I began reviewing the L.I.M III in July on training runs recce-ing the Dunmail to Wasdale leg of the Bob Graham. Derek had ambushed me one evening picking his offspring up from school “Are you running Rich”? “Yep a bit.” “Fancy supporting my Bob Graham?” “Err… OK but how quick? “Oh around 22hours” Silent breath of relief “Cool” “I’ve got you down for leg 3 clockwise” as he drives off. Damn I’d better get up and start reminding myself of the route and get proper hill miles in. The L.I.M III came in useful on most of the training runs proving light and totally weatherproof and more breathable than any jacket I’ve used to date meaning that I wasn’t constantly putting it on and taking it off due to overheating. Come the big day Heather and Kate (who are supporting leg4) get a text as I’m driving up to let us know Derek has gone through Threkald on a 21hour time! The consequence of this is that Dave the strong runner (aka pack mule) fails to make the Dunmail rendezvous so it’s off into the humid descending gloom carrying the pack and navigating worried that I won’t be able to keep up! The jacket proved perfect in the conditions and apart from having to direct Derek away from an HVS variant on Broad Stand as I stashed his poles in the sack we arrived on time in Wasdale unscathed.
Later in the summer the L.I.M III came along for a weeks trip to the Ecrin where its compact pack size meant it disappeared into a small alpine sac adding an extra layer of security should the forecast prove wrong or the route not go as planned. We had a couple of days of heavy rain when the jacket got some heavy use. By the second day of rain we were desperate for some activity and opted for a rather wet via ferrata and the L.I.M III withstood the abuses keeping me dry and happy throughout.
Overall the L.I.M III is a very versatile jacket that will cover any number of pursuits effectively. It wouldn’t be the first choice for situations with a lot of abrasion and rock abuse, think Scottish mixed climbing, but for everything else from fast and light alpinism to fell running and the “just incase” take along it is nigh on perfect.

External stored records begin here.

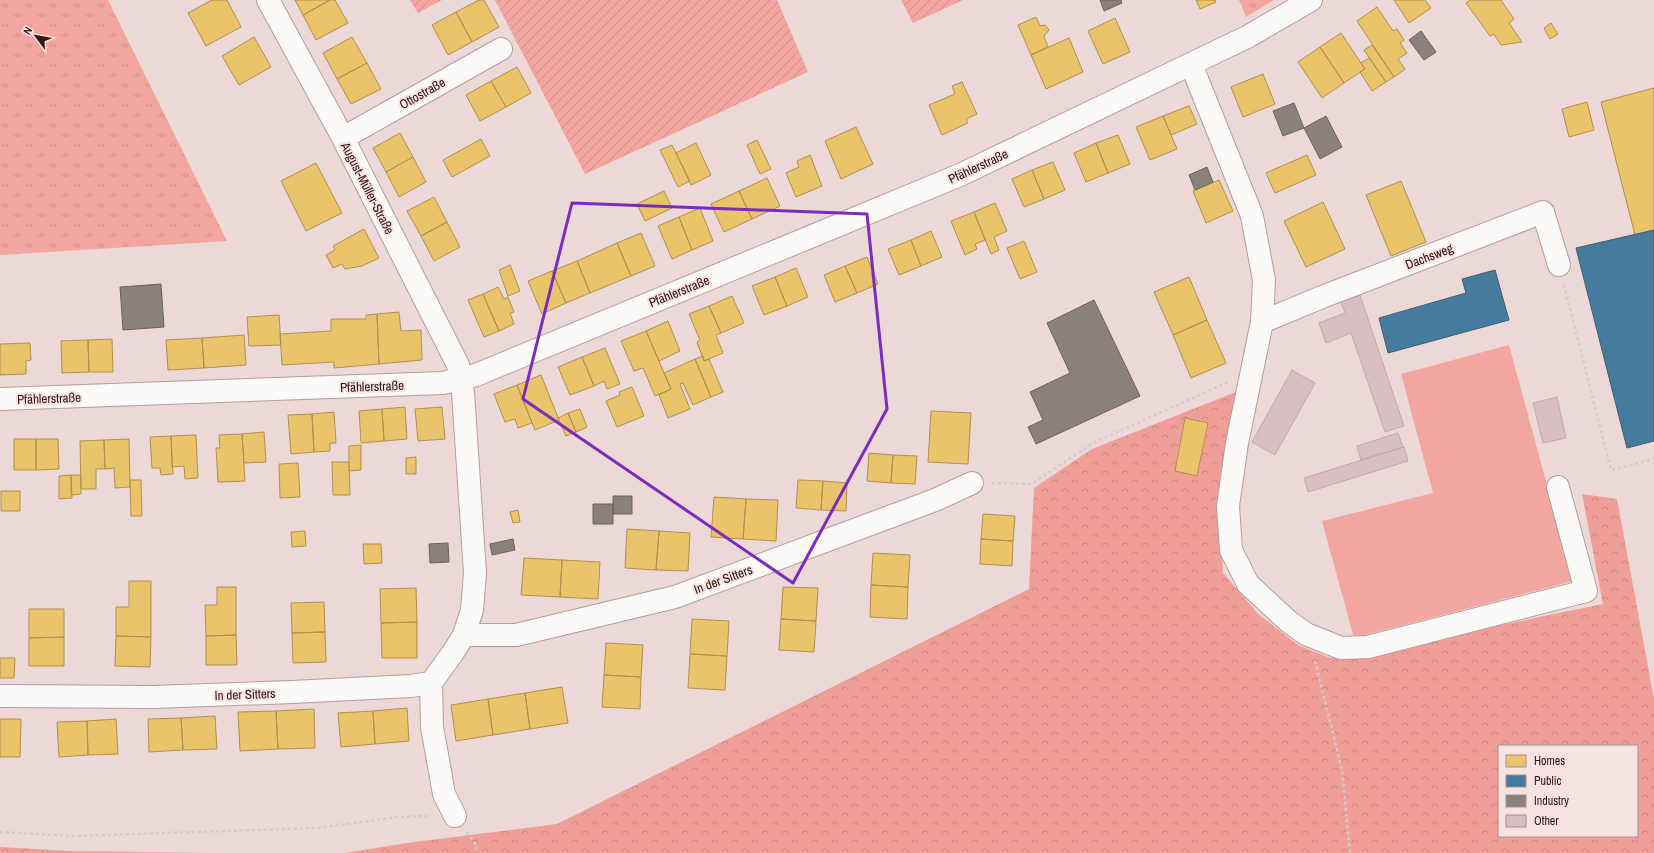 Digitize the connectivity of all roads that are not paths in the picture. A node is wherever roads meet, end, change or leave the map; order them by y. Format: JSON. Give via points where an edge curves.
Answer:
{"nodes":[{"id":1,"x":268,"y":0,"type":"edge"},
{"id":2,"x":1311,"y":0,"type":"edge"},
{"id":3,"x":501,"y":49,"type":"dead end"},
{"id":4,"x":1191,"y":64,"type":"junction"},
{"id":5,"x":343,"y":138,"type":"junction"},
{"id":6,"x":1559,"y":266,"type":"road end"},
{"id":7,"x":1262,"y":322,"type":"junction"},
{"id":8,"x":461,"y":379,"type":"junction"},
{"id":9,"x":0,"y":399,"type":"edge"},
{"id":10,"x":972,"y":483,"type":"road end"},
{"id":11,"x":1558,"y":487,"type":"dead end"},
{"id":12,"x":464,"y":635,"type":"junction"},
{"id":13,"x":431,"y":683,"type":"junction"},
{"id":14,"x":0,"y":696,"type":"edge"},
{"id":15,"x":455,"y":816,"type":"road end"}],
"edges":[{"from":1,"to":5,"type":"street","name":"August-Müller-Straße"},
{"from":2,"to":4,"type":"street","name":"Pfählerstraße","via":[[1247,37]]},
{"from":3,"to":5,"type":"street","name":"Ottostraße"},
{"from":4,"to":7,"type":"street","via":[[1252,216],[1264,280]]},
{"from":4,"to":8,"type":"street","name":"Pfählerstraße","via":[[945,182]]},
{"from":5,"to":8,"type":"street","name":"August-Müller-Straße","via":[[458,366]]},
{"from":6,"to":7,"type":"street","name":"Dachsweg","via":[[1543,212]]},
{"from":7,"to":11,"type":"street","via":[[1237,443],[1228,506],[1231,550],[1248,584],[1306,634],[1341,648],[1368,647],[1586,591]]},
{"from":8,"to":9,"type":"street","name":"Pfählerstraße","via":[[442,383]]},
{"from":8,"to":12,"type":"street","via":[[475,573],[472,610]]},
{"from":10,"to":12,"type":"street","name":"In der Sitters","via":[[935,500],[675,596],[516,635]]},
{"from":12,"to":13,"type":"street"},
{"from":13,"to":14,"type":"street","name":"In der Sitters","via":[[412,686],[154,697]]},
{"from":13,"to":15,"type":"street","via":[[432,726],[444,794]]}]}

Like all Haglöfs products there is a strong sustainability ethos and the L.I.M III goes a bit further meeting their ‘Take Care‘ criteria as a result ofthe textiles used being ‘Bluesign‘ approved. So you can have a great jacket and minimise your impact on the environment.
Richie is the enthusiastic amateur of the team. Enjoying all aspects of climbing but especially alpine, winter and his local grit . Having managed to survive the vagaries of both fluorescent Koflachs and rainbow tights in the 80s he looks forward to an even more stylish future. A shady past in mountain marathons and adventure races, including the Marathon des Sables, means he’s an advocate of fast and light. Though the former is debatable if you’ve seen him on a tricky lead!